You know the ones… the uncle who gets too drunk …or the aunt who freely gives her opinions when you clearly don’t want them …or the ignorant cousin who LOVES to start political arguments with only his opinions in mind.

So how are you going to survive the Holiday Season AND mindfully stay in alignment with your Highest Self?

1. Set boundaries in advance. You don’t have to be a dictator or be mean about your boundaries. That’s just being the spark for a burning fire. But setting boundaries actually affords you more space and love. When you can love yourself and show up FOR YOURSELF, you can then also show up for others. You don’t have to be AT everything, DO everything and BE there for everyone. Ask for help. What works for you? How can you kindly communicate this?
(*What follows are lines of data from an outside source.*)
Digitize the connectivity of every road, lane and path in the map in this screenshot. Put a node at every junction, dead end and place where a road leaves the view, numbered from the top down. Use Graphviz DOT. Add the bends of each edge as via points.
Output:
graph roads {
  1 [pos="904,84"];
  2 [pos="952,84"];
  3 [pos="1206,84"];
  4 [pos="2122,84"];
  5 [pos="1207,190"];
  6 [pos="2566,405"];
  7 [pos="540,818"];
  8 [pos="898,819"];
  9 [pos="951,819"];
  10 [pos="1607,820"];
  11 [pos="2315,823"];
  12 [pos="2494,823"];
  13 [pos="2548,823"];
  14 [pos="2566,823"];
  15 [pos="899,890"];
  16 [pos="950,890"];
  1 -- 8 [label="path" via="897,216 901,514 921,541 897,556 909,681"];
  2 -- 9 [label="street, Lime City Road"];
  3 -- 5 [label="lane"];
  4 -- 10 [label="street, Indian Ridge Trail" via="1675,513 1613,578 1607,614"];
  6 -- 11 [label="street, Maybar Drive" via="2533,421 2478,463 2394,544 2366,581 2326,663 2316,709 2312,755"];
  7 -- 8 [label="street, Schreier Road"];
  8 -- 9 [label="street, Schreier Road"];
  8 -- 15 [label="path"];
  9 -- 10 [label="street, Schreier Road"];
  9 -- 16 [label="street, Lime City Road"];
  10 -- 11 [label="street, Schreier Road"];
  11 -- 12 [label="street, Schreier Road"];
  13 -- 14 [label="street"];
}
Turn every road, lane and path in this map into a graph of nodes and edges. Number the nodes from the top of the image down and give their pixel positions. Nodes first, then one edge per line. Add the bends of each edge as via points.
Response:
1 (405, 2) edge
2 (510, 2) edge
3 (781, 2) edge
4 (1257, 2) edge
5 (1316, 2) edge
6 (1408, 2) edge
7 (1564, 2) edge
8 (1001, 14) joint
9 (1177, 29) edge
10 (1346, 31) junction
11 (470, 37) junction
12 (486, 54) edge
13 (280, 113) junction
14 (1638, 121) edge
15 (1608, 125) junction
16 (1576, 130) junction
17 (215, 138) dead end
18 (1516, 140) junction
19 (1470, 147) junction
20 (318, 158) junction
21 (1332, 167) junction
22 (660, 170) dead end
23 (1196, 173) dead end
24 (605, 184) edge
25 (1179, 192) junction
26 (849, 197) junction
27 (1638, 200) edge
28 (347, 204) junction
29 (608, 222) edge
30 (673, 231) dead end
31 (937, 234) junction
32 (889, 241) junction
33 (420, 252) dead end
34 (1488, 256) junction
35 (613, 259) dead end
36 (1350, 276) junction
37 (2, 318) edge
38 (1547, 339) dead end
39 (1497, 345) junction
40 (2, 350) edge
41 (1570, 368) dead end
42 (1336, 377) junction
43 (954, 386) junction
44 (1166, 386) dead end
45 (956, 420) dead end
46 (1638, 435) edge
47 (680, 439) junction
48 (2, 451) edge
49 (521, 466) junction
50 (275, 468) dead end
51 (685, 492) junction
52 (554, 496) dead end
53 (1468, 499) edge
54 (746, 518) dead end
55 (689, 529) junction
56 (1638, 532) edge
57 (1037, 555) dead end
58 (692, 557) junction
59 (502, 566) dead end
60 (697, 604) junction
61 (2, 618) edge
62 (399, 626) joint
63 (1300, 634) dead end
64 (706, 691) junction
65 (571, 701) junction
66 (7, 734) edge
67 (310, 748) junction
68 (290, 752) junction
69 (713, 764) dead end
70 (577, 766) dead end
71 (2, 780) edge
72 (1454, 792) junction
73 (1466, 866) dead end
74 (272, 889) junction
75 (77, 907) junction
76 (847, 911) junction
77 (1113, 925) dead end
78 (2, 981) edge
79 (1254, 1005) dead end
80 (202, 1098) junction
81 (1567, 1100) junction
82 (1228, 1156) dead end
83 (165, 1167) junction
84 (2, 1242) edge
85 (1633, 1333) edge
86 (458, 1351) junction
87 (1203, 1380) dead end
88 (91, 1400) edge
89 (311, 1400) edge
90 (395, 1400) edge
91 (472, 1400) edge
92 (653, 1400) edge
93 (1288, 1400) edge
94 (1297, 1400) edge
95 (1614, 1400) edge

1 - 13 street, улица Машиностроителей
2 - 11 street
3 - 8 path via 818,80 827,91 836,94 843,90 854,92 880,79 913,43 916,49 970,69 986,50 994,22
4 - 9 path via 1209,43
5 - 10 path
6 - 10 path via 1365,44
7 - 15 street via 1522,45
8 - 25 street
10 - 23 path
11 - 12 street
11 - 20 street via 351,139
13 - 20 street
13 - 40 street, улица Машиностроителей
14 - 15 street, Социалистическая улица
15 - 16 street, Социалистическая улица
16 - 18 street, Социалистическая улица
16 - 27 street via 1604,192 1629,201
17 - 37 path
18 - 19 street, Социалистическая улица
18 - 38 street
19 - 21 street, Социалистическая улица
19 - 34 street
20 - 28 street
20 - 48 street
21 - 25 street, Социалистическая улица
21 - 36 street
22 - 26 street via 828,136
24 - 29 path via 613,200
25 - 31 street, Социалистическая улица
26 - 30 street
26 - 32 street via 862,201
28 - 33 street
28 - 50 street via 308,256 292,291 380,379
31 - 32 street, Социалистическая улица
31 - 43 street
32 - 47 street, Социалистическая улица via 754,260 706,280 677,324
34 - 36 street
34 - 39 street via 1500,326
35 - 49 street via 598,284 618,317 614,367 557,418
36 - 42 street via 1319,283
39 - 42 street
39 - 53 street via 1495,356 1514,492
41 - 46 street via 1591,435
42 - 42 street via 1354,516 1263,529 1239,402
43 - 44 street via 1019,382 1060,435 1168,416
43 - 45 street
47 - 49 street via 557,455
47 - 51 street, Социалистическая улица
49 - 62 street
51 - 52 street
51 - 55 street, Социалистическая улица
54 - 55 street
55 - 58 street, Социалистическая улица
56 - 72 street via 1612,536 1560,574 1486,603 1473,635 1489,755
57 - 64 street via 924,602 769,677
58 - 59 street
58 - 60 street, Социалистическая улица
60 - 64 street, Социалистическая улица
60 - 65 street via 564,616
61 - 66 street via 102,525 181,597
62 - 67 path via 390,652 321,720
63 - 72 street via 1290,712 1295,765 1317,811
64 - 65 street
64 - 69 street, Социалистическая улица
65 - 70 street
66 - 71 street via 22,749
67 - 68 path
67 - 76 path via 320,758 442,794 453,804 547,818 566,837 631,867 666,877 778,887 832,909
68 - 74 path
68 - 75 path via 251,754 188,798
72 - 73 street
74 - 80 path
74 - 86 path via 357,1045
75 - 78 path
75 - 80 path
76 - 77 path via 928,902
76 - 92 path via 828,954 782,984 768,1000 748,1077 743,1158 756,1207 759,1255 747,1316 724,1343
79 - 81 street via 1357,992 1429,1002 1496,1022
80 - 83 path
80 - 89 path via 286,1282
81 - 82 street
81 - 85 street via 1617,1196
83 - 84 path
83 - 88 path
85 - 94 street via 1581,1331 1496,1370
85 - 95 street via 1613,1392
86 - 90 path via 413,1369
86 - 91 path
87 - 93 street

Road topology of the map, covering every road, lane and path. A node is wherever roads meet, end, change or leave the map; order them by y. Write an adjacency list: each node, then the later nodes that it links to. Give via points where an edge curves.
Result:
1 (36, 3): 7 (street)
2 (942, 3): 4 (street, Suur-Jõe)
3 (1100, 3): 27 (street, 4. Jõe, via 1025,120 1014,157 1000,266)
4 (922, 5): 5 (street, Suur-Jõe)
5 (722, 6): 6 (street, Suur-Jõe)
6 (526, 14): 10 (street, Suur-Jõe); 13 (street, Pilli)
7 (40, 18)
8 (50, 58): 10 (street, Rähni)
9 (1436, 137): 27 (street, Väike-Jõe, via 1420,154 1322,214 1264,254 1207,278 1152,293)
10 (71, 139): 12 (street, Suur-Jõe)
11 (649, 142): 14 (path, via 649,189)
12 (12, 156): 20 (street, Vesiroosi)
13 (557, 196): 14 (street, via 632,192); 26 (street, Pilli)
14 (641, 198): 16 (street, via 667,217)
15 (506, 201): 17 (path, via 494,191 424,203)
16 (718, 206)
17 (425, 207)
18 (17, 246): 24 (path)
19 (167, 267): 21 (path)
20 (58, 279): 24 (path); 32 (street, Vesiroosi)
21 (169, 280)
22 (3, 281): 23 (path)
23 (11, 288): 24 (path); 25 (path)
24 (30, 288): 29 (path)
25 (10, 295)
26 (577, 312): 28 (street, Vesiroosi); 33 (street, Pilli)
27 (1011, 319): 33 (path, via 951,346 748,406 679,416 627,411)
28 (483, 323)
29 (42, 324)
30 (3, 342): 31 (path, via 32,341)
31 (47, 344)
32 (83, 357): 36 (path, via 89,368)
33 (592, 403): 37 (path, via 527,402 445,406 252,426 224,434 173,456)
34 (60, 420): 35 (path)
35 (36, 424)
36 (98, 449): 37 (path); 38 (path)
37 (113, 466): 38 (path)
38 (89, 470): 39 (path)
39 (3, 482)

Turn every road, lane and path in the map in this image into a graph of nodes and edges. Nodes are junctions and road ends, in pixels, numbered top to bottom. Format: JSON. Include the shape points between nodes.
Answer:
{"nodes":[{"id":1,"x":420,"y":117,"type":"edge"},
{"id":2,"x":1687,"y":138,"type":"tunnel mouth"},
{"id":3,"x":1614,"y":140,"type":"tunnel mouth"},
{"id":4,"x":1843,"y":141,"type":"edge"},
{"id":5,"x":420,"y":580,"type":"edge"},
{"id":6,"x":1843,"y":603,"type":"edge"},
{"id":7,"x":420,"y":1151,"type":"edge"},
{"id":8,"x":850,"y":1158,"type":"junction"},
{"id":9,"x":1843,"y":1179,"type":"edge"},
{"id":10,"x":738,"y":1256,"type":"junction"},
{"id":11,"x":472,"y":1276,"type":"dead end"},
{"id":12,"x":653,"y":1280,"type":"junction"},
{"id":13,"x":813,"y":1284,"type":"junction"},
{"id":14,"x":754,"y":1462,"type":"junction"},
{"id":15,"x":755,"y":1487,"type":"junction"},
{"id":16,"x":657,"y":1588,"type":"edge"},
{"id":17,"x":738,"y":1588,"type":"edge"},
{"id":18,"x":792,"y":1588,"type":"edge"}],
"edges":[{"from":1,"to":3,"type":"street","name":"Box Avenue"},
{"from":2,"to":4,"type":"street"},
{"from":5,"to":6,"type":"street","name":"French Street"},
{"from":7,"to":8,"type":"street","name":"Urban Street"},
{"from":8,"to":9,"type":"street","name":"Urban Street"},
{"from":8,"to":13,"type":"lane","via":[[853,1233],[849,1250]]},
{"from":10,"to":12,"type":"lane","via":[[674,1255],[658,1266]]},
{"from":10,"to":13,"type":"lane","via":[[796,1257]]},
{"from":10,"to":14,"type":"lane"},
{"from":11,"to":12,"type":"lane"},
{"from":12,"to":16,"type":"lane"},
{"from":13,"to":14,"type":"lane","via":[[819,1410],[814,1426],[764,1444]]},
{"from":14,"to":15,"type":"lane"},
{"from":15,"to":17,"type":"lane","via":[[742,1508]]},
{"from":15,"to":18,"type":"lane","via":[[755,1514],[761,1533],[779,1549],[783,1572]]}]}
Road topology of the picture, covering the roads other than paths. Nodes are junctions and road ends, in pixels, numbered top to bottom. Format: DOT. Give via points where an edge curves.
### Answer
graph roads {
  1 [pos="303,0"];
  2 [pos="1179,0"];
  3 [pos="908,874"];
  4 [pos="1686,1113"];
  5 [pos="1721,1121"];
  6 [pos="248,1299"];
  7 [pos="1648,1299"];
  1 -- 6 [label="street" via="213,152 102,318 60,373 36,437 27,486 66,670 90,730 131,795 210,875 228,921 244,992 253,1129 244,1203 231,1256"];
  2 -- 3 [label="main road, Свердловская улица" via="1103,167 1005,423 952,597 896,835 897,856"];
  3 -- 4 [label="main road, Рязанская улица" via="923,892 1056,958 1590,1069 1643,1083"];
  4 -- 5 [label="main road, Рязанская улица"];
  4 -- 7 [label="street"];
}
2. Take Time for Yourself. Just like a car, when you don’t fill up your gas tank, you’re running on empty and you’ll eventually break down. Fill up your tank so you can be present to those you love and take in the special moments.

3. Drop the story + the drama. When you don’t have quiet time, the mind will run frantic and will pull you down into storylines and drama. Everyone has their own opinion of a circumstance. There’s your story, the other person’s story and there are facts. The facts are the only truth. Quiet your mind. Breathe deeply. Drop the story and drama. See this moment exactly as it is. You’ll be more at peace when you do.

4. Be okay with how you’re feeling now. You don’t have to fake being joyful and jolly because it’s the Holidays. You also don’t have to be grinch. When you take time (even 5 minutes) to yourself, tune into how you’re feeling. Literally put your hand on your heart and ask “How is my heart feeling now?” You can be both grateful and sad. You can experience and allow yourself to experience myriad feelings.

5. Ask: What do I need now? Get quiet, Tune In, Listen. Your soul is your internal GPS guiding you to your next steps and then the next steps. Honor how you’re feeling and your experience. Take each step one at a time.

The Holidays are stressful because there are a lot of people with different opinions, personalities and backgrounds coming together with their own baggage,  judgements and expectations.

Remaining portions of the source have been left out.